A dislocation loop is created by a migration of what type of defects? Name all type of dislocations which characterize a dislocation loop
Point Defects (Vacancies and Interstitials) Edge, Screw and Mixed
What does schmidts law describe?
describes the stress along the slip plane when uniaxial force is applied in a direction not perpendicular to the slip plane
What type of figures are used to describe texture?
Pole figure
What does texture mean?
It means the material has preferential orientation in certain direction which means macroscopic properties will be anisotropic (they differ depending on the direction).
How much martensite will form in 316SS using a cooling rate of 5 degrees celcius per second and why?
None since 316SS is austenitic.
A liquid solidifies. How can we determine the critical radius needed to form a solid crystal? What forces are competing?
The volume term and the surface tension term compete. The critical radius is calculated by summing both terms.
A fine cold worked and an annealed alloy are exposed to C rich environment at elevated temperature. Which mmaterial will carburize faster?
The cold worked metal because it will carburize along the grain boundaries.
Is diffusion faster for open or close-packe crystal structures?
open crystal structures
Is diffusion slower at higher temperatures or lower temperatures?
Higher Tm
Is diffusion slower for larger diffusing atoms or smaller diffusing atoms?
Slower for larger diffusing atoms
Is diffusion faster for higher or lower densities?
Faster for lower densities
What map gives ifnormation about deformation creep?
Ashby Map
What is dislocation glide
When stress levels are high the creep rate is given by the ease of which dislocations are impeded by obstacles
What is dislocation climb
When dislocations climb due to vacancy movement.
Where does cobe and Nabarro creep diffuse through
Cobe diffuses mainly on GB and Nabarro diffuses through grains.
Name some assumptions of the Kinchin-Pease Model
- casacade created by two-body elastic collisions
- Energy consumed in displacing atom neglected in energy balance
- energy loss by electronic stopping is treated by a cutoff energy
- energy transfer cross section given by hard-sphere model
- Arrangement of atoms in the soild is randome.
What three types of grains are formed post-irradiation of the oxide fuel?
Columnar and Equiaxed Grains and Intergranular porosity
What crystal strucrture is more brittle generally? BCC or FCC and why?
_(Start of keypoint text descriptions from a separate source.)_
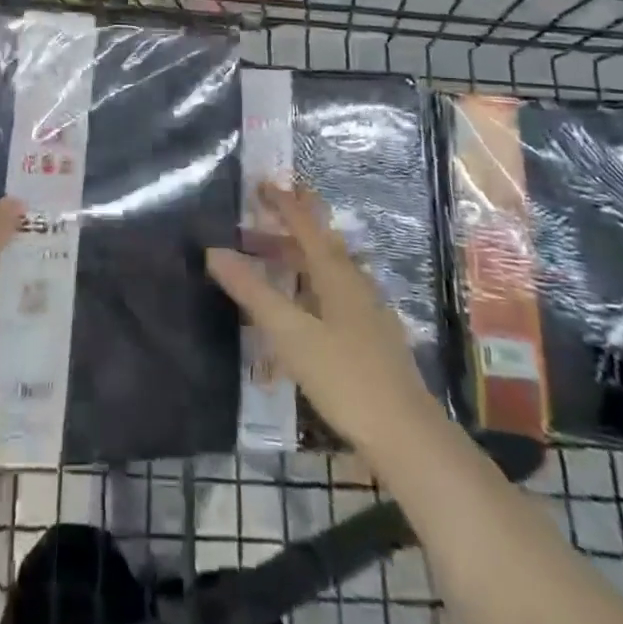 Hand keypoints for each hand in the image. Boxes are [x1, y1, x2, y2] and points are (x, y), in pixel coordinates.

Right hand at [207, 183, 431, 455]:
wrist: (408, 439)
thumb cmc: (346, 377)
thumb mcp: (290, 333)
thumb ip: (252, 290)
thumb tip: (213, 250)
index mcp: (336, 273)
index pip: (306, 224)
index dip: (284, 202)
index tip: (261, 184)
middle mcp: (354, 284)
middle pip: (317, 246)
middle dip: (284, 234)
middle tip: (250, 231)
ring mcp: (367, 313)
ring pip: (326, 273)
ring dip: (295, 264)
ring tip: (267, 271)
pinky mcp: (372, 340)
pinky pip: (333, 299)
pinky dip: (308, 294)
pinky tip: (296, 319)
BCC since it has more slip systems and a lack of closed-slip plane therefore affecting ductility
What does an intrinsic stacking fault have in common with a dislocation?
Stacking fault always shares a border with a partial dislocaiton
What causes extrinsic stacking fault?
Interstitial accumulation
What causes intrinsic faults?
vacancy accumulation.
Explain why cold work increases a materials strength?
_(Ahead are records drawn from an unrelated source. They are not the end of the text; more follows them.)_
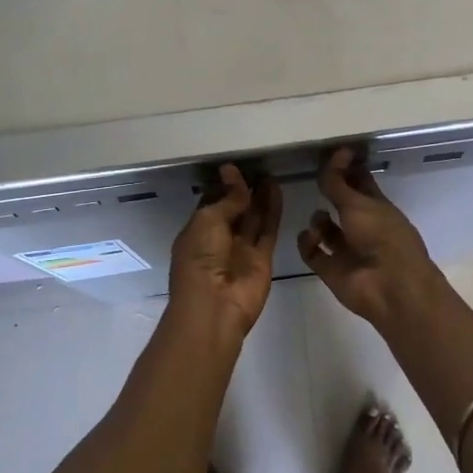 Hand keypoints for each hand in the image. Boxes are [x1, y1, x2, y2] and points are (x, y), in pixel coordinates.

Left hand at [169, 164, 281, 337]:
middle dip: (242, 190)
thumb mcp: (207, 221)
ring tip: (269, 173)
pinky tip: (276, 189)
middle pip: (234, 210)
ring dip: (259, 197)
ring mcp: (241, 250)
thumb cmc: (200, 260)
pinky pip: (268, 229)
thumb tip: (233, 175)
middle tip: (256, 166)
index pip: (211, 204)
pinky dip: (272, 210)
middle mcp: (218, 240)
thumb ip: (226, 199)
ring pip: (253, 218)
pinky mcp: (262, 258)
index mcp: (196, 232)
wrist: (215, 306)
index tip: (233, 167)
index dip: (222, 186)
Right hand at [297, 148, 443, 326]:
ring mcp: (347, 250)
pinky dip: (307, 244)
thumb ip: (339, 182)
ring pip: (327, 230)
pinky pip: (313, 253)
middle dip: (329, 194)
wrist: (389, 287)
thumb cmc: (381, 237)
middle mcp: (363, 227)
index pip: (360, 183)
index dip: (347, 169)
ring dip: (318, 221)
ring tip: (318, 219)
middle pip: (342, 205)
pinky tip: (309, 237)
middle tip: (311, 178)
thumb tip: (336, 152)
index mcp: (378, 208)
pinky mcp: (332, 270)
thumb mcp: (358, 203)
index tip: (331, 154)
Cold work introduces dislocations (dislocaiton density increases) thereefore hindering dislocation movement resulting in increased strength.
Does carbon diffuse faster in bcc or fcc and why?
In BCC. FCC intesrtitials are big but they act as a trap for carbon atoms therefore requiring more energy to release them
Name some recommendations for extending RPV lifetime at EOL?
Application of low leakage core, increase ECCS water temperature, inserting dummy elements, vessel annealing, decrease conservatism of NRC.